Finaly I ended up with





and with the cover off






It's a start, more photos and updates soon.

Dave


----------



## Brian Rupnow (Feb 3, 2011)

Looks Marvelous!!! Is the style of this engine going to be the same as one of MetalButchers Upshur engines?


----------



## Troutsqueezer (Feb 3, 2011)

Off to a good start Dave. I'll be following along. Do you plan on making the flywheels and gears or purchasing?


----------



## DaveRC (Feb 3, 2011)

Well, yes, sort of.... I have been following MB thread, I actually started this some time ago before I had seen his work, but only just got around to posting the progress. But I must admit I got lots of tips from following his work, as well as a big pile of inspiration ;D

Also I am only building one, I think one at a time is enough for me... 

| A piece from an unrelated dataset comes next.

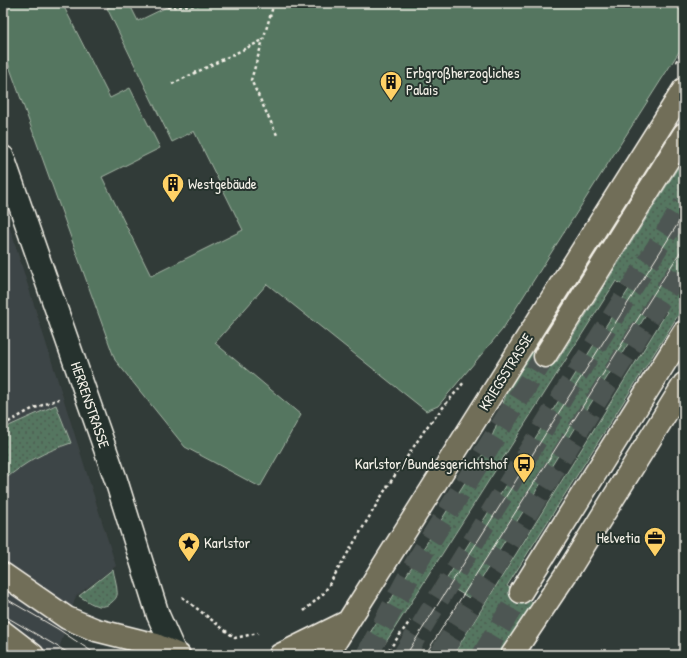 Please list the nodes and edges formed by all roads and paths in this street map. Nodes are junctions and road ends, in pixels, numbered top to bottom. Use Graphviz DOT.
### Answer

flywheels, not sure what I am doing there yet, as for the gears, I got two gear cutters on the bench ready to make my own, now thats going to be fun, never cut gears before


----------



## metalmad (Feb 3, 2011)

lookimg great Dave
is this a hit and miss engine?
How about posting a pic of what the engine will look like when finished


----------



## bearcar1 (Feb 3, 2011)

The usage of a manual hacksaw as well as a file for profiling builds character (hurts like you know what at times but it builds character nonetheless) ;D Great looking start Dave, I've always rather fancied the uprights.

BC1
Jim


----------



## DaveRC (Feb 3, 2011)

metalmad  said:
			
		

> lookimg great Dave
> is this a hit and miss engine?
> How about posting a pic of what the engine will look like when finished



Hi, no, it's not a hit and miss, normal 4 stroke.

As for the final photo, I don't actually have a photo apart from the one on the front of the mag, it's here, number 2

http://hamiltonupshur.tripod.com/


----------



## Metal Butcher (Feb 3, 2011)

Excellent start Dave! I like the way you milled the rounded profile. 

Using a hack saw is a nice touch. I still use mine once in a while.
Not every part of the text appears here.